There has been several implementations of research compendium in the
R ecosystem already: rrtools
, rcompendium
,
template
, manuscriptPackage
, and
ProjectTemplate
. The idea of use_rang()
is not
to create a new format. Instead, use_rang()
can be used to
enhance your current research compendium.
If you would like to create a new research compendium, you can either
use any of the aforementioned formats; or to use
create_turing()
to create a structure suggested by The
Turing Way. However, the idea is that use_rang()
, a
usethis
-style function, is a general function that can work
well with any structure. Just like rang
in general,
use_rang()
is designed with interoperability in mind.

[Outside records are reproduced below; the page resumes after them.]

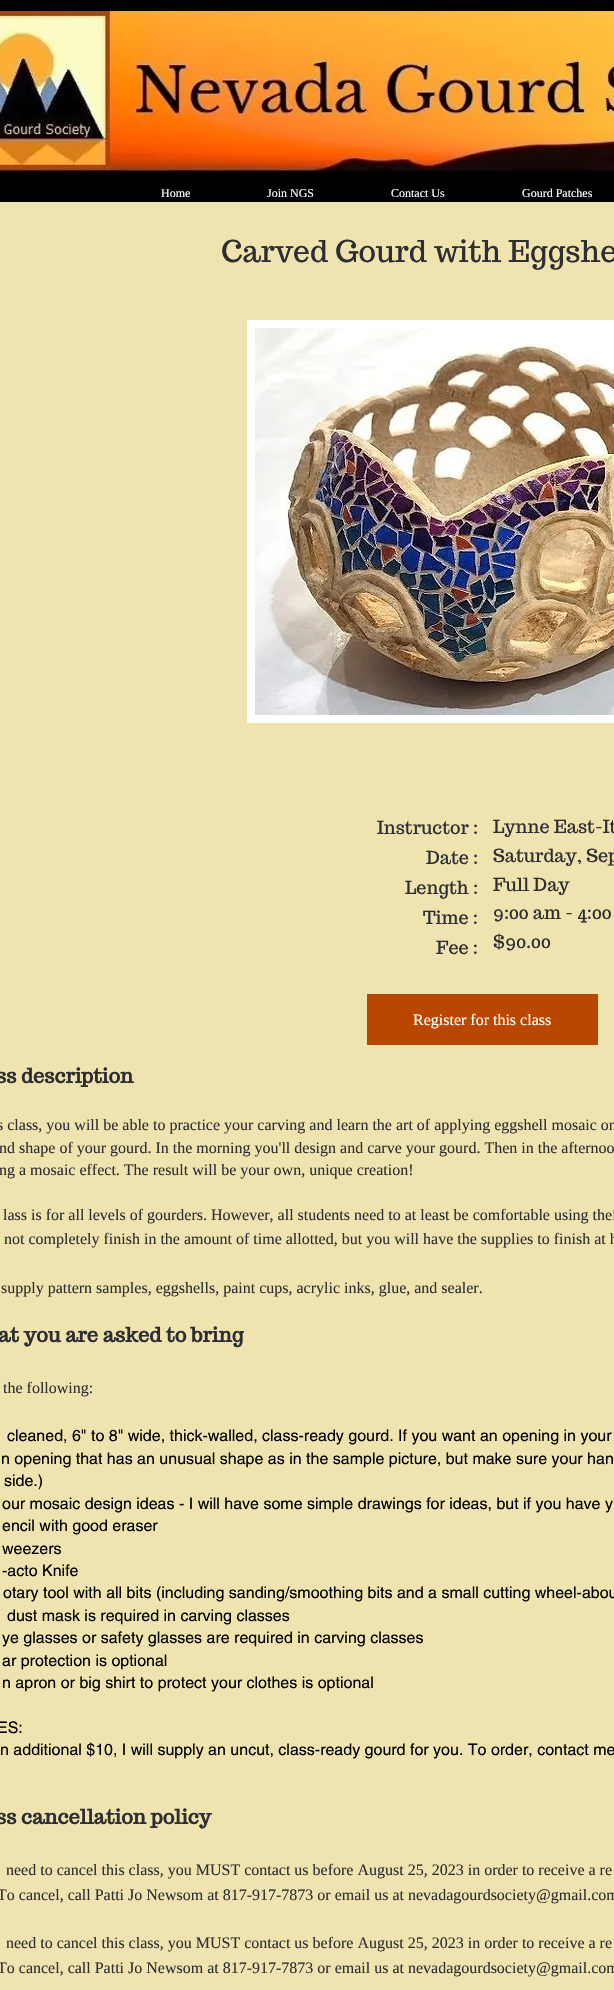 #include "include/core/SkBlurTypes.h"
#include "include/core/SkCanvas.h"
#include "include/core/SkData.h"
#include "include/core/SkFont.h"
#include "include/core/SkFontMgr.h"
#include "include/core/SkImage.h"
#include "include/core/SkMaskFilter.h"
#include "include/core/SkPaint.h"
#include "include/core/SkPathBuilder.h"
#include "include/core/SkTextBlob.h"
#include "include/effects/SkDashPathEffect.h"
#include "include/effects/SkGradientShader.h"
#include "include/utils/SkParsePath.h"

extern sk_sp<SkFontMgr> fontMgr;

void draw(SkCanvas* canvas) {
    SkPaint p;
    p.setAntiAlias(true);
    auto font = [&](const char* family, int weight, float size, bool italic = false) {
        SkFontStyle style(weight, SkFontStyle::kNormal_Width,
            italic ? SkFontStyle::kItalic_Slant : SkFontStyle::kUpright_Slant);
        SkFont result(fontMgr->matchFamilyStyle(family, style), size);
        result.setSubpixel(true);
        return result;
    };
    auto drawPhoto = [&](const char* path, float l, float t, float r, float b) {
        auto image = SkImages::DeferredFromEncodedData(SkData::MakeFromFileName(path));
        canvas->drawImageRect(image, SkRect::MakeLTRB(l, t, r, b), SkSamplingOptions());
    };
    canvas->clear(0xFF000000);
    drawPhoto("media/1.png", 0, 11, 614, 172);
    auto font1 = font("Liberation Serif", 400, 12);
    p.setColor(0xFFFFFFFF);
    {
        const struct { const char* s; float x, y; } items[] = {
            {"Home", 161, 197},
            {"Join NGS", 267, 197},
            {"Contact Us", 391, 197},
            {"Gourd Patches", 522, 197},
        };
        for (auto [s, x, y] : items) {
            canvas->drawString(s, x, y, font1, p);
        }
    }
    p.setColor(0xFFEFE4B0);
    canvas->drawRect(SkRect::MakeLTRB(0, 202, 614, 1990), p);
    auto font2 = font("Trocchi", 400, 30);
    p.setColor(0xFF2E2D31);
    canvas->drawString("Carved Gourd with Eggshe", 221, 262, font2, p);
    p.setColor(0xFFFFFFFF);
    canvas->drawRect(SkRect::MakeLTRB(247, 320, 614, 723), p);
    drawPhoto("media/2.png", 255, 328, 614, 715);
    auto font3 = font("Trocchi", 400, 18);
    p.setColor(0xFF2E2D31);
    {
        const struct { const char* s; float x, y; } items[] = {
            {"Instructor :", 377, 834},
            {"Date :", 426, 864},
            {"Length :", 405, 894},
            {"Time :", 423, 924},
            {"Fee :", 436, 954},
            {"Lynne East-It", 493, 833},
            {"Saturday, Sep", 493, 862},
            {"Full Day", 493, 891},
            {"9:00 am - 4:00", 493, 919},
            {"$90.00", 493, 948},
        };
        for (auto [s, x, y] : items) {
            canvas->drawString(s, x, y, font3, p);
        }
    }
    p.setColor(0xFFB94700);
    canvas->drawRect(SkRect::MakeLTRB(367, 994, 598, 1045), p);
    auto font4 = font("Liberation Serif", 400, 16);
    p.setColor(0xFFFFFFFF);
    canvas->drawString("Register for this class", 413, 1025, font4, p);
    auto font5 = font("Trocchi", 700, 20);
    p.setColor(0xFF2E2D31);
    canvas->drawString("ss description", -4, 1083, font5, p);
    {
        const struct { const char* s; float x, y; } items[] = {
            {"s class, you will be able to practice your carving and learn the art of applying eggshell mosaic on", -3, 1130},
            {"nd shape of your gourd. In the morning you'll design and carve your gourd. Then in the afternoo", -1, 1153},
            {"ng a mosaic effect. The result will be your own, unique creation!", -1, 1175},
            {"lass is for all levels of gourders. However, all students need to at least be comfortable using thei", 3, 1220},
            {"not completely finish in the amount of time allotted, but you will have the supplies to finish at h", 4, 1244},
            {"supply pattern samples, eggshells, paint cups, acrylic inks, glue, and sealer.", 1, 1293},
        };
        for (auto [s, x, y] : items) {
            canvas->drawString(s, x, y, font4, p);
        }
    }
    canvas->drawString("at you are asked to bring", -2, 1342, font5, p);
    canvas->drawString("the following:", 3, 1393, font4, p);
    auto font6 = font("helvetica", 400, 16);
    p.setColor(0xFF000000);
    {
        const struct { const char* s; float x, y; } items[] = {
            {"cleaned, 6\" to 8\" wide, thick-walled, class-ready gourd. If you want an opening in your", 7, 1441},
            {"n opening that has an unusual shape as in the sample picture, but make sure your han", 1, 1464},
            {"side.)", 4, 1486},
            {"our mosaic design ideas - I will have some simple drawings for ideas, but if you have y", 2, 1509},
            {"encil with good eraser", 2, 1531},
            {"weezers", 2, 1554},
            {"-acto Knife", 2, 1576},
            {"otary tool with all bits (including sanding/smoothing bits and a small cutting wheel-abou", 3, 1598},
            {"dust mask is required in carving classes", 7, 1621},
            {"ye glasses or safety glasses are required in carving classes", 2, 1643},
            {"ar protection is optional", 2, 1666},
            {"n apron or big shirt to protect your clothes is optional", 2, 1688},
            {"ES:", -3, 1733},
            {"n additional $10, I will supply an uncut, class-ready gourd for you. To order, contact me", 0, 1755},
        };
        for (auto [s, x, y] : items) {
            canvas->drawString(s, x, y, font6, p);
        }
    }
    p.setColor(0xFF2E2D31);
    canvas->drawString("ss cancellation policy", -4, 1824, font5, p);
    {
        const struct { const char* s; float x, y; } items[] = {
            {"need to cancel this class, you MUST contact us before August 25, 2023 in order to receive a re", 6, 1875},
            {"To cancel, call Patti Jo Newsom at 817-917-7873 or email us at nevadagourdsociety@gmail.com", -3, 1900},
            {"need to cancel this class, you MUST contact us before August 25, 2023 in order to receive a re", 6, 1948},
            {"To cancel, call Patti Jo Newsom at 817-917-7873 or email us at nevadagourdsociety@gmail.com", -3, 1973},
        };
        for (auto [s, x, y] : items) {
            canvas->drawString(s, x, y, font4, p);
        }
    }
}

Case 1: Create a Turing-style research compendium
create_turing()
can be used to create a general research
compendium structure. The function generates an example structure like
this:
.
├── bibliography.bib
├── CITATION
├── code
│ ├── 00_preprocess.R
│ └── 01_visualization.R
├── data_clean
├── data_raw
│ └── penguins_raw.csv
├── figures
├── .here
├── inst
│ └── rang
│ └── update.R
├── Makefile └── paper.Rmd
More information about this can be found in the Turing Way. But in general:
- Raw data should be in the directory
data_raw
- Scripts should be in the directory
code
, preferably named in the execution order. - The scripts should generate intermediate data files in
data_intermediate
, figures infigures
. - After the code execution, a file for the manuscript is written with
literate programming techniques. In this case,
Paper.Rmd
.
The special part is inst/rang/update.R
. Running this
script does the following things:
- It scans the current directory for all R packages used.
- It creates the infrastructure for building the Docker image to run the code.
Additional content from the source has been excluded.